Permangono, tuttavia, una serie di fattori critici che rendono ancora lo strumento non valorizzato appieno e sicuramente migliorabile. Tra tali fattori, di sicuro, è da segnalare la forte resistenza delle parti a dare il consenso ad esperire effettivamente il procedimento, ossia a proseguire oltre l’incontro iniziale informativo e, in generale, la mancanza di una cultura che propenda per la risoluzione alternativa delle controversie rispetto al giudizio civile. L’istituto della mediazione presenta dei vantaggi evidenti rispetto al processo civile, basti pensare alla rapidità con cui il procedimento viene esperito, ai costi calmierati previsti dalla legge in proporzione al valore della pratica e quindi conosciuti in anticipo. Senza considerare il fatto che il giudizio civile contribuisce a indebolire, se non ad interrompere i rapporti personali e/o commerciali fra le parti. Inoltre, una sentenza  del giudice o un lodo arbitrale, essendo dei provvedimenti non concordati con le parti, sono necessariamente imposti e quindi, lasciano sovente le stesse alquanto insoddisfatte. Il fondamento della mediazione è ravvisabile invece in un approccio che richiede il coinvolgimento delle parti al fine di trovare una soluzione in linea con le proprie effettive esigenze.

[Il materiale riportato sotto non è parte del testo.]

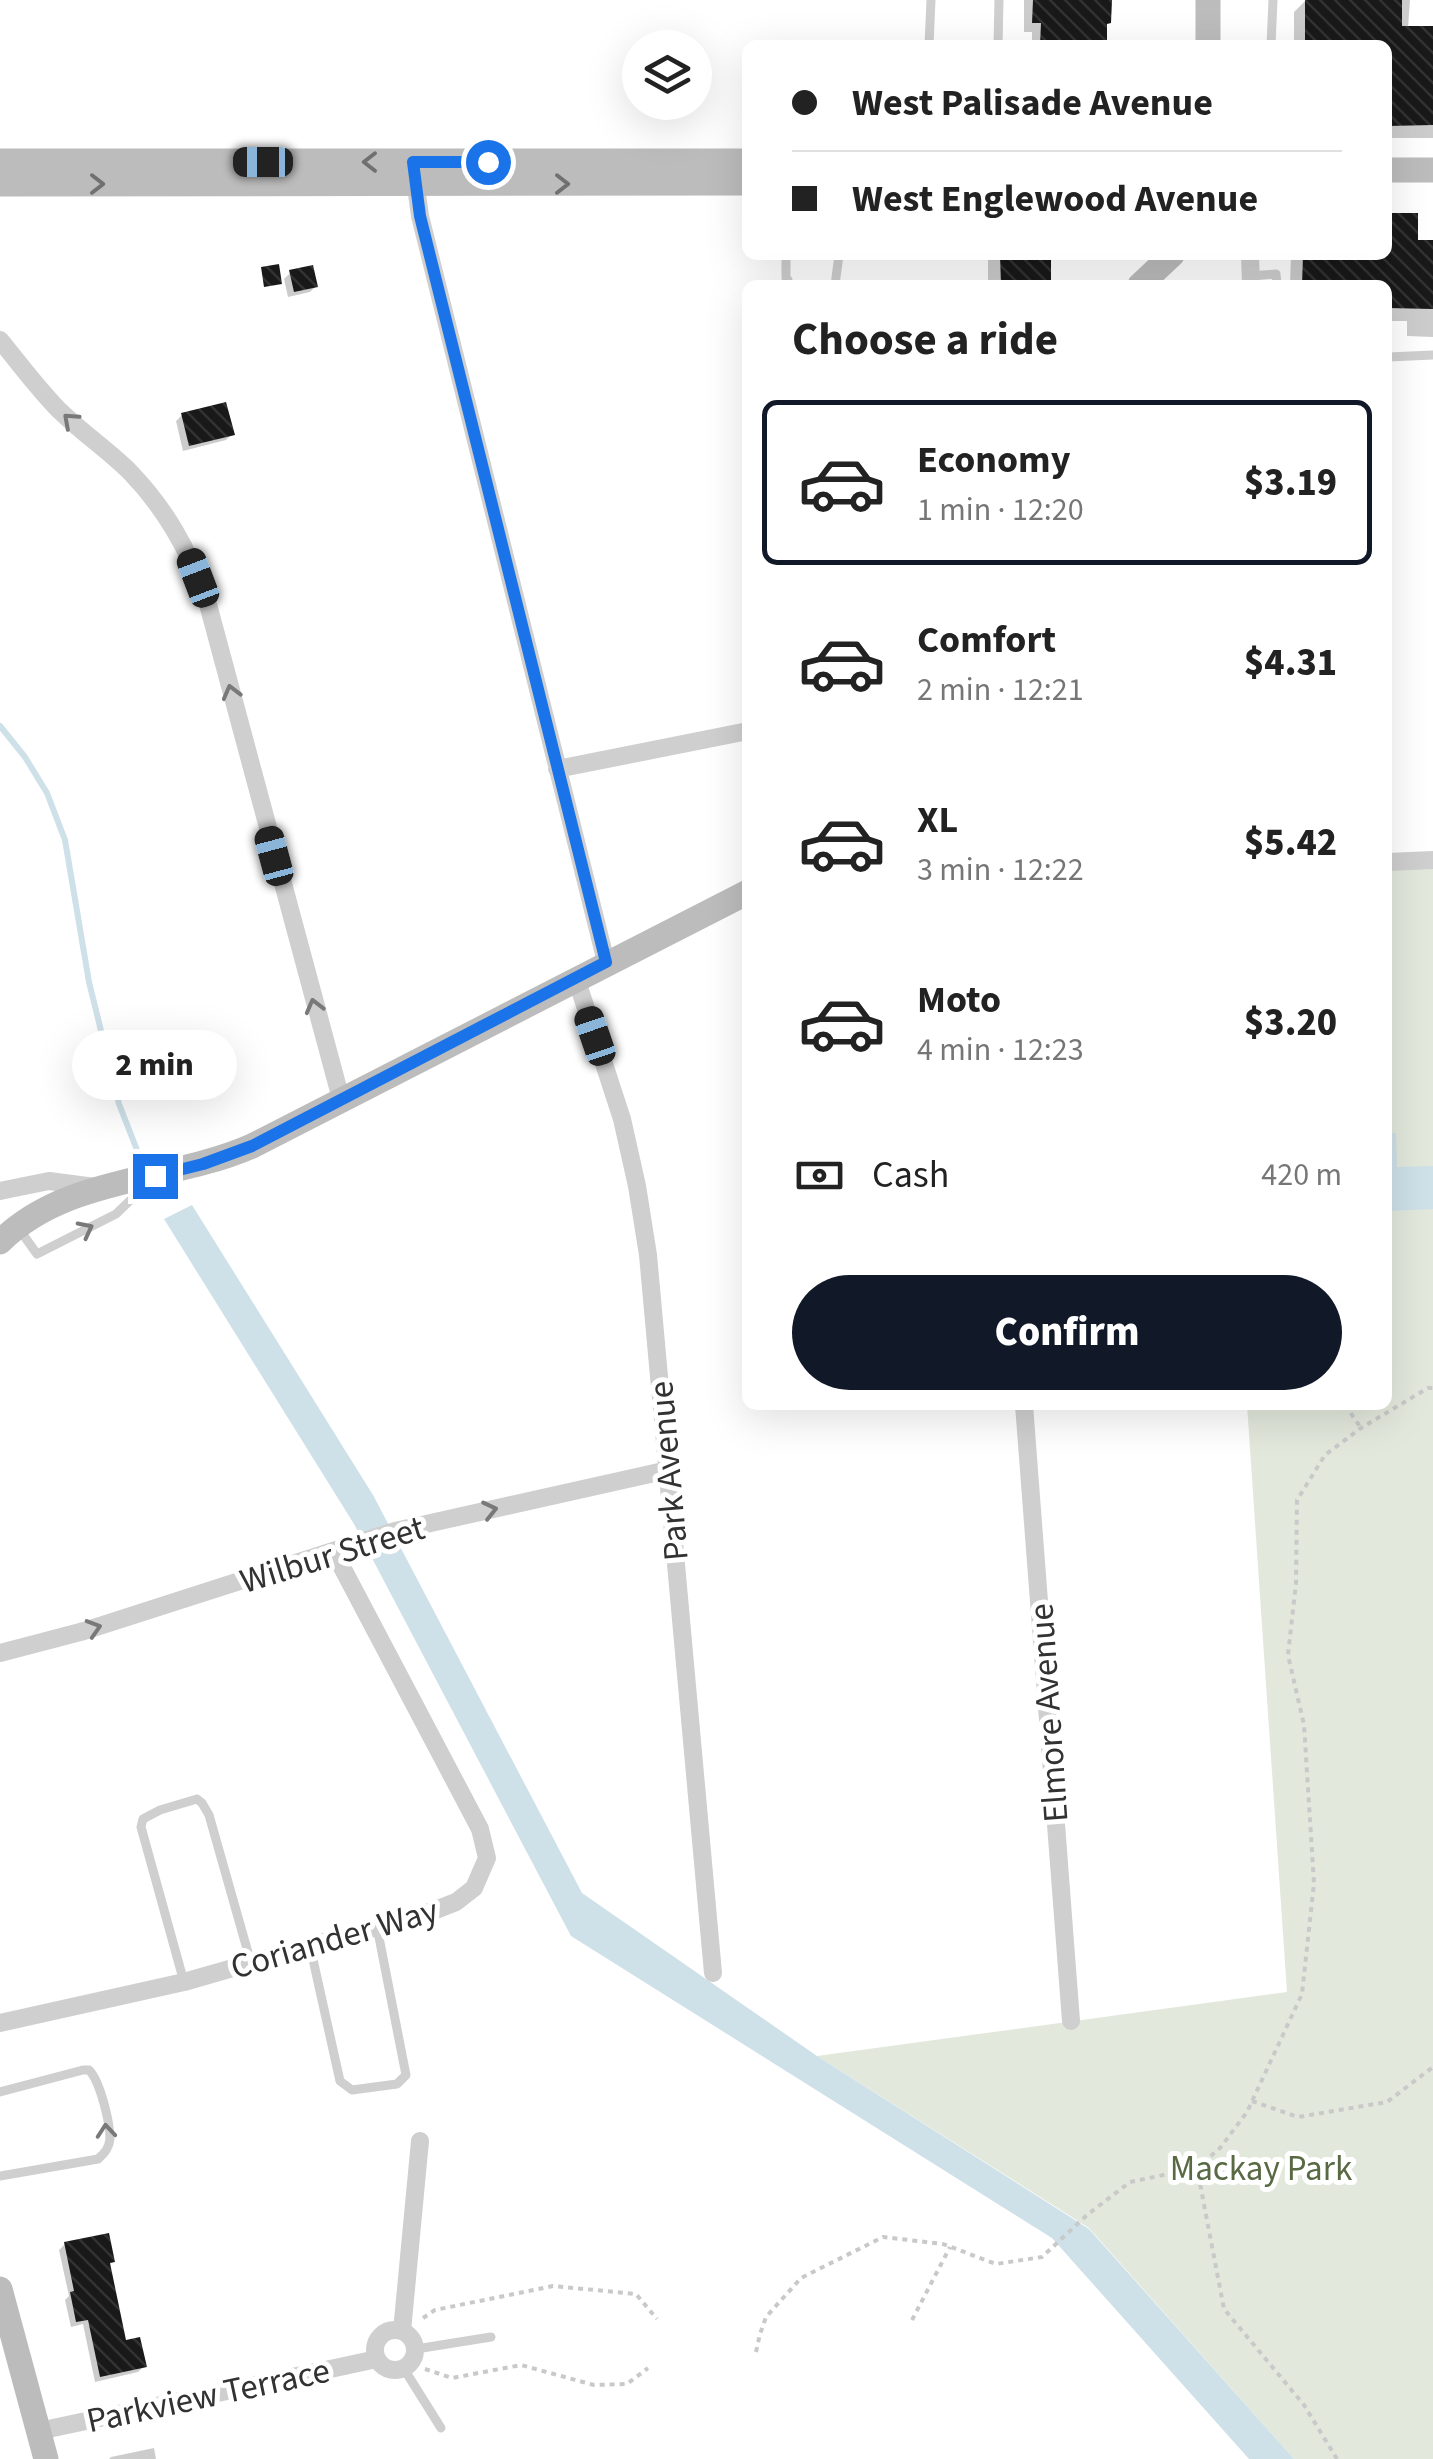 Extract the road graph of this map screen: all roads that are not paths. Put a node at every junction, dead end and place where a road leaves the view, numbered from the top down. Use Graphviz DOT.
graph roads {
  1 [pos="931,0"];
  2 [pos="999,0"];
  3 [pos="1208,0"];
  4 [pos="1272,0"];
  5 [pos="930,40"];
  6 [pos="998,40"];
  7 [pos="1208,40"];
  8 [pos="1271,40"];
  9 [pos="0,161"];
  10 [pos="742,161"];
  11 [pos="1392,170"];
  12 [pos="1433,170"];
  13 [pos="414,173"];
  14 [pos="742,183"];
  15 [pos="0,184"];
  16 [pos="786,260"];
  17 [pos="1167,260"];
  18 [pos="788,280"];
  19 [pos="1148,280"];
  20 [pos="1255,280"];
  21 [pos="1277,280"];
  22 [pos="0,340"];
  23 [pos="1433,356"];
  24 [pos="1392,357"];
  25 [pos="742,732"];
  26 [pos="558,769"];
  27 [pos="1433,860"];
  28 [pos="1392,862"];
  29 [pos="742,895"];
  30 [pos="606,962"];
  31 [pos="576,978"];
  32 [pos="341,1100"];
  33 [pos="155,1176"];
  34 [pos="101,1188"];
  35 [pos="0,1192"];
  36 [pos="9,1234"];
  37 [pos="1024,1410"];
  38 [pos="668,1470"];
  39 [pos="337,1551"];
  40 [pos="0,1653"];
  41 [pos="376,1927"];
  42 [pos="310,1946"];
  43 [pos="251,1963"];
  44 [pos="714,1973"];
  45 [pos="184,1982"];
  46 [pos="1071,2021"];
  47 [pos="0,2024"];
  48 [pos="0,2092"];
  49 [pos="420,2141"];
  50 [pos="0,2176"];
  51 [pos="0,2290"];
  52 [pos="402,2331"];
  53 [pos="491,2336"];
  54 [pos="377,2359"];
  55 [pos="410,2361"];
  56 [pos="441,2428"];
  57 [pos="38,2430"];
  58 [pos="46,2459"];
  1 -- 5 [label="lane"];
  2 -- 6 [label="lane"];
  3 -- 7 [label="main road"];
  4 -- 8 [label="lane"];
  13 -- 9 [label="main road, one-way"];
  10 -- 13 [label="main road"];
  11 -- 12 [label="main road"];
  13 -- 14 [label="main road, one-way"];
  15 -- 13 [label="main road, one-way"];
  13 -- 26 [label="street"];
  16 -- 18 [label="lane"];
  17 -- 19 [label="main road"];
  20 -- 21 [label="lane"];
  32 -- 22 [label="street, one-way"];
  23 -- 24 [label="lane"];
  25 -- 26 [label="street"];
  26 -- 30 [label="street"];
  27 -- 28 [label="street"];
  29 -- 30 [label="main road"];
  30 -- 31 [label="main road"];
  31 -- 32 [label="main road"];
  31 -- 38 [label="street, Park Avenue"];
  32 -- 33 [label="main road"];
  33 -- 34 [label="main road"];
  36 -- 33 [label="lane, one-way"];
  34 -- 35 [label="street"];
  34 -- 36 [label="main road"];
  37 -- 46 [label="street, Elmore Avenue"];
  39 -- 38 [label="street, Wilbur Street, one-way"];
  38 -- 44 [label="street, Park Avenue"];
  40 -- 39 [label="street, Wilbur Street, one-way"];
  39 -- 41 [label="street, Coriander Way"];
  41 -- 42 [label="street, Coriander Way"];
  41 -- 42 [label="lane"];
  42 -- 43 [label="street, Coriander Way"];
  43 -- 45 [label="street, Coriander Way"];
  43 -- 45 [label="lane"];
  45 -- 47 [label="street, Coriander Way"];
  50 -- 48 [label="lane, one-way"];
  49 -- 52 [label="street"];
  51 -- 57 [label="main road"];
  52 -- 54 [label="street, Parkview Terrace"];
  52 -- 55 [label="street"];
  53 -- 55 [label="lane"];
  54 -- 55 [label="street, Parkview Terrace"];
  54 -- 57 [label="street, Parkview Terrace"];
  55 -- 56 [label="lane"];
  57 -- 58 [label="main road"];
}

Nella fase di mediazione gioca un ruolo fondamentale la figura del mediatore, che deve facilitare l’emersione dei bisogni e delle ragioni per cui le parti avanzano determinate pretese, avendo l’abilità di discernere le informazioni utili facendo domande aperte, riassumendo spesso le posizioni esposte e i punti condivisi, focalizzando così l’attenzione sugli aspetti relazionali di modo ché si possano trasformare i blocchi conflittuali in esiti soddisfacenti e produttivi. Il mediatore in termini psicologici va ad assumere il ruolo di “contenitore” delle ansie legate alla relazione che le parti sperimentano nel procedimento, e solo successivamente aver ottemperato tale funzione, eserciterà il ruolo di negoziatore delle posizioni. La dinamica relazionale in mediazione è, infatti, molto complessa e la figura del mediatore si pone come ancora di salvezza della fiducia delle parti, sta a lui prospettare una sicurezza che è prima di tutto emotiva e poi procedurale. Ecco perché appare estremamente necessario che il mediatore possegga, oltre alle competenze tecniche, forti doti negoziali e comunicative. A tale scopo la Fondazione Studi, che è anche ente accreditato dal Ministero di Giustizia a erogare formazione in materia di mediazione, organizza periodicamente corsi specifici per mediatori, sia di “base” che di “aggiornamento”. L’obiettivo è quello di raggiungere uno standard di qualità elevato per svolgere un servizio di mediazione improntato a presupposti di professionalità ed efficienza. In linea con tale assunto, occorre continuare a presidiare e sviluppare il progetto, intendendo la mediazione non solo come business ma anche come una mission, contribuendo così a creare una nuova cultura che parta dalla comprensione del punto di vista altrui, ed in maniera pragmatica dai propri bisogni effettivi per soddisfare i quali il tribunale non sempre appare la sede ottimale.